• [Directions] Filter the data below, keeping only lines that contain "Lakeway".

• [Records shown]
--- START ---

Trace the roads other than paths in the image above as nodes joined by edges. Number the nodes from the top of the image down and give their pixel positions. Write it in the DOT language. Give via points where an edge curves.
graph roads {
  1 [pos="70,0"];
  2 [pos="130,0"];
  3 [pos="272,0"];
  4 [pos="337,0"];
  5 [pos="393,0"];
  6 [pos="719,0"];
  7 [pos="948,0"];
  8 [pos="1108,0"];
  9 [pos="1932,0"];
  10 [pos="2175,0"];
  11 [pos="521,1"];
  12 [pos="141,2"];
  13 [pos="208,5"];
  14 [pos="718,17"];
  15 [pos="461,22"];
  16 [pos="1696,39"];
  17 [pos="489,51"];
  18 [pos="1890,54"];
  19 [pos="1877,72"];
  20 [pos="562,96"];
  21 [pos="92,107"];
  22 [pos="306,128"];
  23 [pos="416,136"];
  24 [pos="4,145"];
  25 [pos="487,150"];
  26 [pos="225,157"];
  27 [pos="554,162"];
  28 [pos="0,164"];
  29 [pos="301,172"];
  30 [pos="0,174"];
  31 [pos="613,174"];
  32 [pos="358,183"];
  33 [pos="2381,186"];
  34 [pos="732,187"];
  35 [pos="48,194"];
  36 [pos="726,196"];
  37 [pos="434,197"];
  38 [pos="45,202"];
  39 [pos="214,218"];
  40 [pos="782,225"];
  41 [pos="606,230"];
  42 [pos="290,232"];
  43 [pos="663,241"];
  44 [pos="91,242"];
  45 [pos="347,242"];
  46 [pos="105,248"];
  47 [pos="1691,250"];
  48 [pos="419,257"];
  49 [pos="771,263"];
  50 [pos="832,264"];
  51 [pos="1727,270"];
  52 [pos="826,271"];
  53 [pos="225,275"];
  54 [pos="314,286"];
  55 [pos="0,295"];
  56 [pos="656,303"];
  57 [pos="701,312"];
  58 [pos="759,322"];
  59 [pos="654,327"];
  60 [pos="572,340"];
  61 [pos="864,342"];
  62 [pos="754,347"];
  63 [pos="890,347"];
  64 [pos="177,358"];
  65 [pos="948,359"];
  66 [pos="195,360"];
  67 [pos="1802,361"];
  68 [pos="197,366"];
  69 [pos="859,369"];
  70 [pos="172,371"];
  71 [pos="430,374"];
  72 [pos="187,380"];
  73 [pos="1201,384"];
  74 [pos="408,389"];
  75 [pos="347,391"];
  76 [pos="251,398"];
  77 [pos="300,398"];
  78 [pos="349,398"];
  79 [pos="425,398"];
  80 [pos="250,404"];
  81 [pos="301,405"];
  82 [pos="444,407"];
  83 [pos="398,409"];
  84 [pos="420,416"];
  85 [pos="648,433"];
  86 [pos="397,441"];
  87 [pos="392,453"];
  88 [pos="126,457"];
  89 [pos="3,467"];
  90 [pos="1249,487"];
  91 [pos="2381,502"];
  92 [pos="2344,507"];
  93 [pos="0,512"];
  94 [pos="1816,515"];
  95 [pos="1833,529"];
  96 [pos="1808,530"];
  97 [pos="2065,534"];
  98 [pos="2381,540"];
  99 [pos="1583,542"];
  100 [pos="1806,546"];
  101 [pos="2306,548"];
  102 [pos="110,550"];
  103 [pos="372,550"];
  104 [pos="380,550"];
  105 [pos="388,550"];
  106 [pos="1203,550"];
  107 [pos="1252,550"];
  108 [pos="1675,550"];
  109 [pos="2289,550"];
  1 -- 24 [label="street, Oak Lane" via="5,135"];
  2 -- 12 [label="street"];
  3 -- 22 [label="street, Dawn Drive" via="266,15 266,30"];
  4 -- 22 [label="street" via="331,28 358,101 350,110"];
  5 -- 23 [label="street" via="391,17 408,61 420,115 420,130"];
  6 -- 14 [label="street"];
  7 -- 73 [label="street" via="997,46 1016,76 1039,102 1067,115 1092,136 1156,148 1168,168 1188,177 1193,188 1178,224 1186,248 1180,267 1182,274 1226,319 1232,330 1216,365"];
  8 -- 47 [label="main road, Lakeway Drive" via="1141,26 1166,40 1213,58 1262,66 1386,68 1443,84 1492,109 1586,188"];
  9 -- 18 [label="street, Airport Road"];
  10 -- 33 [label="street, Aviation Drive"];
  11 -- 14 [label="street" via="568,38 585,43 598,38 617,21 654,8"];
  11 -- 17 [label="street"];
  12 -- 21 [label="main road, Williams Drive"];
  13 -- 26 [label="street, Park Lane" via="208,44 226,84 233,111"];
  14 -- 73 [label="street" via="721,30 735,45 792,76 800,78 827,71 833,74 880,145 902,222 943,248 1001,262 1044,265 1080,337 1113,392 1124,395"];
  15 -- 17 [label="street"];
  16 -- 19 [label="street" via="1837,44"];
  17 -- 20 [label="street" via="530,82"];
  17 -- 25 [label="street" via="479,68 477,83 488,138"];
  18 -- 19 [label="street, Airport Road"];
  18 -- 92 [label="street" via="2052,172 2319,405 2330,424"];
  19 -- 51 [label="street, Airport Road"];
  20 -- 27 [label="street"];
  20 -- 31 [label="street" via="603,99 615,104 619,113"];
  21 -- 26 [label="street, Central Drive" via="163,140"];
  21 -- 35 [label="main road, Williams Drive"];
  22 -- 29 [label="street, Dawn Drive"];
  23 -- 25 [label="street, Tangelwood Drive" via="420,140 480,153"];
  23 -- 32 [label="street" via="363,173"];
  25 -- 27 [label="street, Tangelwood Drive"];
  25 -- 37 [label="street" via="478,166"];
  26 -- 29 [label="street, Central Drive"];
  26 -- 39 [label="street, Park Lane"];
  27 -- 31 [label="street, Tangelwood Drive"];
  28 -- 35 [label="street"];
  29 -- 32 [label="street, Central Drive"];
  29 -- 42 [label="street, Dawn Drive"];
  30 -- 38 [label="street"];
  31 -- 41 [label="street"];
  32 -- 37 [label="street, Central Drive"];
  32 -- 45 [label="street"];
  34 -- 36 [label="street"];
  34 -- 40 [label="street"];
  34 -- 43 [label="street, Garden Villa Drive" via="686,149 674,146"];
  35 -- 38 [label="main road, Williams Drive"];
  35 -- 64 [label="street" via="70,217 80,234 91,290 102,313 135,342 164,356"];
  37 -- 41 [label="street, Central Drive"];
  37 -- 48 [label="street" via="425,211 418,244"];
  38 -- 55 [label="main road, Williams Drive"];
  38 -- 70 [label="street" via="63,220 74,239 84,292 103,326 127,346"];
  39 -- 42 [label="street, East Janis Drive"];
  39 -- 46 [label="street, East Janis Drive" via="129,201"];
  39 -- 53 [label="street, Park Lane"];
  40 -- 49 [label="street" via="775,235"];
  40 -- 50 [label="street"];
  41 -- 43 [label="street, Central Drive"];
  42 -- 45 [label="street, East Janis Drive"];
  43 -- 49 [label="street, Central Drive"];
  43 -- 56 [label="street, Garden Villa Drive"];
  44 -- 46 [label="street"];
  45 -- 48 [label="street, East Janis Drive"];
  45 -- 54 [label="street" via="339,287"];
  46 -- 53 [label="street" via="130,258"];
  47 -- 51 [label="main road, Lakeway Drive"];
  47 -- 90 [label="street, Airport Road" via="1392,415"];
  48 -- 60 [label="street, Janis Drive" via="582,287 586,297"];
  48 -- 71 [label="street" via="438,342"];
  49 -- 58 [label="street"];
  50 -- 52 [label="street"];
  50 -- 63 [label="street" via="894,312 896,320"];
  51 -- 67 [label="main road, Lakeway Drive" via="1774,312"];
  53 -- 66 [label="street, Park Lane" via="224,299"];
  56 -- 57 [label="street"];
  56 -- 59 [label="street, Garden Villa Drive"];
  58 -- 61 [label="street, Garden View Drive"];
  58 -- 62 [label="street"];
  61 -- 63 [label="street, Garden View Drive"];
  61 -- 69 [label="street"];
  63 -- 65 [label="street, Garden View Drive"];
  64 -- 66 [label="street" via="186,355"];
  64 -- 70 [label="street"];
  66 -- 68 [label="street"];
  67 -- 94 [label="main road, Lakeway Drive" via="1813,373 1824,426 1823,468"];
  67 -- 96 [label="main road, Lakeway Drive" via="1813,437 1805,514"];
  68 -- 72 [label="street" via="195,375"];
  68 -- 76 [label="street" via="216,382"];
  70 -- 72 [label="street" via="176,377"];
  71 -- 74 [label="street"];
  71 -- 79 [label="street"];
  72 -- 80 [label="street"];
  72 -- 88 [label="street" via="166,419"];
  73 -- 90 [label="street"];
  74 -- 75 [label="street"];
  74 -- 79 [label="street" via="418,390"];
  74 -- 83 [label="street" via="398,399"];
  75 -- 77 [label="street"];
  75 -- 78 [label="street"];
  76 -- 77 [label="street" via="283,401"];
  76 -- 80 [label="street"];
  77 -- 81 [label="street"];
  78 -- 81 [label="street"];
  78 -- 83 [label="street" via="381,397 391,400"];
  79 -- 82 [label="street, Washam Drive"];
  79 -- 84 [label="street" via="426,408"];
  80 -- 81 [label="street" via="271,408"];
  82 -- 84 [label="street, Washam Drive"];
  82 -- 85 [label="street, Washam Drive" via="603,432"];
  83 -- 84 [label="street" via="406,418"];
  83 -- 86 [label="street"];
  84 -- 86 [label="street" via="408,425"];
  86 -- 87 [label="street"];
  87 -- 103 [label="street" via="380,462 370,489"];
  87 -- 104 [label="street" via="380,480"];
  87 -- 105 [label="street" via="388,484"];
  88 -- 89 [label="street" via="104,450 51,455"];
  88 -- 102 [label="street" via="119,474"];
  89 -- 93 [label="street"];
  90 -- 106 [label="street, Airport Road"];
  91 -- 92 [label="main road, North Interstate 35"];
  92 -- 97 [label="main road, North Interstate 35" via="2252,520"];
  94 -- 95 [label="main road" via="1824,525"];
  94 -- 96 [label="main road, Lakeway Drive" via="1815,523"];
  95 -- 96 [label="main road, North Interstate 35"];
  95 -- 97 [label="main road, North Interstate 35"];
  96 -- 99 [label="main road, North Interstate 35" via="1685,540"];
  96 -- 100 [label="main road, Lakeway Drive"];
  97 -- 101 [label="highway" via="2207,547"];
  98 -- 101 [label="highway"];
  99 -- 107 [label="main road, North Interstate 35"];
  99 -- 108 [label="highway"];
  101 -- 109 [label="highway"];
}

--- END ---

• [Answer below]
  8 -- 47 [label="main road, Lakeway Drive" via="1141,26 1166,40 1213,58 1262,66 1386,68 1443,84 1492,109 1586,188"];
  47 -- 51 [label="main road, Lakeway Drive"];
  51 -- 67 [label="main road, Lakeway Drive" via="1774,312"];
  67 -- 94 [label="main road, Lakeway Drive" via="1813,373 1824,426 1823,468"];
  67 -- 96 [label="main road, Lakeway Drive" via="1813,437 1805,514"];
  94 -- 96 [label="main road, Lakeway Drive" via="1815,523"];
  96 -- 100 [label="main road, Lakeway Drive"];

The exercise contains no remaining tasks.